ACTION ITEM:
Skip the images and restate every line of the records exactly.

- - - - -

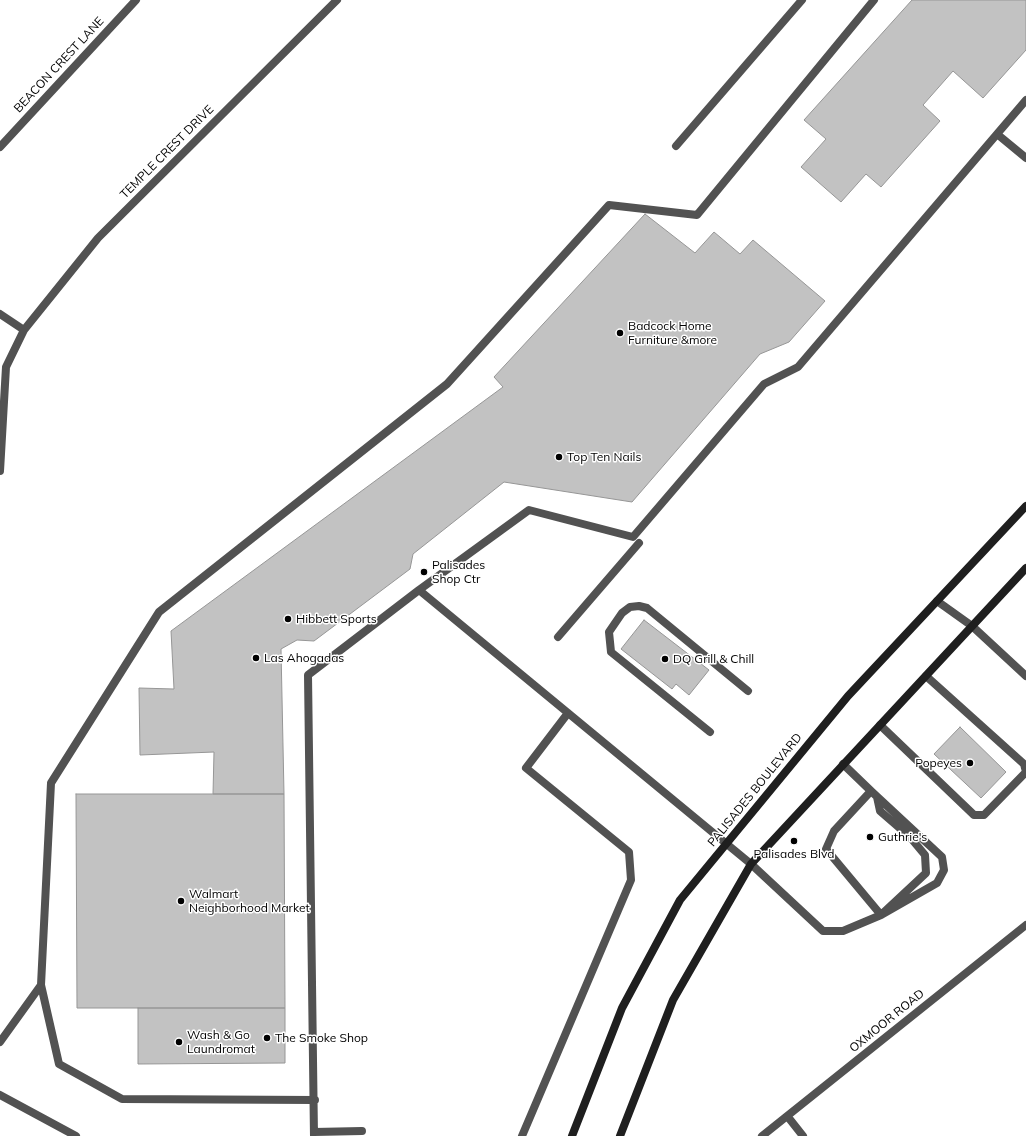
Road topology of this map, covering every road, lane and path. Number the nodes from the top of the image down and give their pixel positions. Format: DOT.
graph roads {
  1 [pos="136,0"];
  2 [pos="337,0"];
  3 [pos="802,0"];
  4 [pos="874,0"];
  5 [pos="1026,100"];
  6 [pos="997,134"];
  7 [pos="676,146"];
  8 [pos="0,147"];
  9 [pos="1026,158"];
  10 [pos="0,314"];
  11 [pos="24,330"];
  12 [pos="0,471"];
  13 [pos="1026,506"];
  14 [pos="639,543"];
  15 [pos="1026,568"];
  16 [pos="419,590"];
  17 [pos="937,601"];
  18 [pos="972,626"];
  19 [pos="558,637"];
  20 [pos="926,676"];
  21 [pos="1026,676"];
  22 [pos="748,691"];
  23 [pos="568,713"];
  24 [pos="880,725"];
  25 [pos="710,732"];
  26 [pos="844,764"];
  27 [pos="874,794"];
  28 [pos="726,844"];
  29 [pos="751,864"];
  30 [pos="881,915"];
  31 [pos="1026,925"];
  32 [pos="42,985"];
  33 [pos="0,1042"];
  34 [pos="0,1095"];
  35 [pos="314,1100"];
  36 [pos="788,1116"];
  37 [pos="362,1131"];
  38 [pos="314,1134"];
  39 [pos="76,1136"];
  40 [pos="522,1136"];
  41 [pos="572,1136"];
  42 [pos="620,1136"];
  43 [pos="762,1136"];
  44 [pos="803,1136"];
  1 -- 8 [label="street, BEACON CREST LANE"];
  2 -- 11 [label="street, TEMPLE CREST DRIVE"];
  3 -- 7 [label="street"];
  4 -- 32 [label="street"];
  5 -- 6 [label="street"];
  6 -- 9 [label="street"];
  6 -- 16 [label="street"];
  10 -- 11 [label="street"];
  11 -- 12 [label="street, TEMPLE CREST DRIVE"];
  13 -- 17 [label="main road, PALISADES BOULEVARD"];
  14 -- 19 [label="street"];
  15 -- 18 [label="main road"];
  16 -- 23 [label="street"];
  16 -- 35 [label="street"];
  17 -- 18 [label="street"];
  17 -- 28 [label="main road, PALISADES BOULEVARD"];
  18 -- 20 [label="main road"];
  18 -- 21 [label="street"];
  20 -- 24 [label="main road"];
  20 -- 24 [label="street"];
  22 -- 25 [label="street"];
  23 -- 28 [label="street"];
  23 -- 40 [label="street"];
  24 -- 26 [label="main road"];
  26 -- 27 [label="street"];
  26 -- 29 [label="main road"];
  27 -- 30 [label="street"];
  27 -- 30 [label="street"];
  27 -- 30 [label="street"];
  28 -- 29 [label="street"];
  28 -- 41 [label="main road, PALISADES BOULEVARD"];
  29 -- 30 [label="street"];
  29 -- 42 [label="main road"];
  31 -- 36 [label="street, OXMOOR ROAD"];
  32 -- 33 [label="street"];
  32 -- 35 [label="street"];
  34 -- 39 [label="street"];
  35 -- 38 [label="street"];
  36 -- 43 [label="street, OXMOOR ROAD"];
  36 -- 44 [label="street"];
  37 -- 38 [label="street"];
}
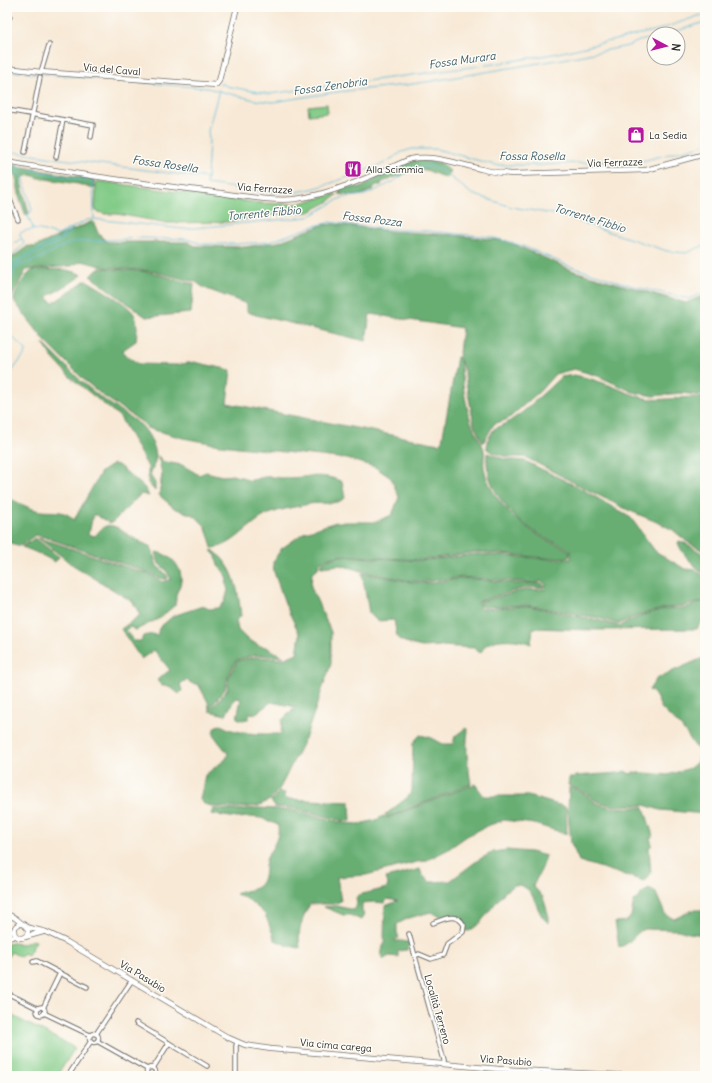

- - - - -

SOLUTION:
Road topology of this map, covering every road, lane and path. Number the nodes from the top of the image down and give their pixel positions. Format: DOT.
graph roads {
  1 [pos="136,0"];
  2 [pos="337,0"];
  3 [pos="802,0"];
  4 [pos="874,0"];
  5 [pos="1026,100"];
  6 [pos="997,134"];
  7 [pos="676,146"];
  8 [pos="0,147"];
  9 [pos="1026,158"];
  10 [pos="0,314"];
  11 [pos="24,330"];
  12 [pos="0,471"];
  13 [pos="1026,506"];
  14 [pos="639,543"];
  15 [pos="1026,568"];
  16 [pos="419,590"];
  17 [pos="937,601"];
  18 [pos="972,626"];
  19 [pos="558,637"];
  20 [pos="926,676"];
  21 [pos="1026,676"];
  22 [pos="748,691"];
  23 [pos="568,713"];
  24 [pos="880,725"];
  25 [pos="710,732"];
  26 [pos="844,764"];
  27 [pos="874,794"];
  28 [pos="726,844"];
  29 [pos="751,864"];
  30 [pos="881,915"];
  31 [pos="1026,925"];
  32 [pos="42,985"];
  33 [pos="0,1042"];
  34 [pos="0,1095"];
  35 [pos="314,1100"];
  36 [pos="788,1116"];
  37 [pos="362,1131"];
  38 [pos="314,1134"];
  39 [pos="76,1136"];
  40 [pos="522,1136"];
  41 [pos="572,1136"];
  42 [pos="620,1136"];
  43 [pos="762,1136"];
  44 [pos="803,1136"];
  1 -- 8 [label="street, BEACON CREST LANE"];
  2 -- 11 [label="street, TEMPLE CREST DRIVE"];
  3 -- 7 [label="street"];
  4 -- 32 [label="street"];
  5 -- 6 [label="street"];
  6 -- 9 [label="street"];
  6 -- 16 [label="street"];
  10 -- 11 [label="street"];
  11 -- 12 [label="street, TEMPLE CREST DRIVE"];
  13 -- 17 [label="main road, PALISADES BOULEVARD"];
  14 -- 19 [label="street"];
  15 -- 18 [label="main road"];
  16 -- 23 [label="street"];
  16 -- 35 [label="street"];
  17 -- 18 [label="street"];
  17 -- 28 [label="main road, PALISADES BOULEVARD"];
  18 -- 20 [label="main road"];
  18 -- 21 [label="street"];
  20 -- 24 [label="main road"];
  20 -- 24 [label="street"];
  22 -- 25 [label="street"];
  23 -- 28 [label="street"];
  23 -- 40 [label="street"];
  24 -- 26 [label="main road"];
  26 -- 27 [label="street"];
  26 -- 29 [label="main road"];
  27 -- 30 [label="street"];
  27 -- 30 [label="street"];
  27 -- 30 [label="street"];
  28 -- 29 [label="street"];
  28 -- 41 [label="main road, PALISADES BOULEVARD"];
  29 -- 30 [label="street"];
  29 -- 42 [label="main road"];
  31 -- 36 [label="street, OXMOOR ROAD"];
  32 -- 33 [label="street"];
  32 -- 35 [label="street"];
  34 -- 39 [label="street"];
  35 -- 38 [label="street"];
  36 -- 43 [label="street, OXMOOR ROAD"];
  36 -- 44 [label="street"];
  37 -- 38 [label="street"];
}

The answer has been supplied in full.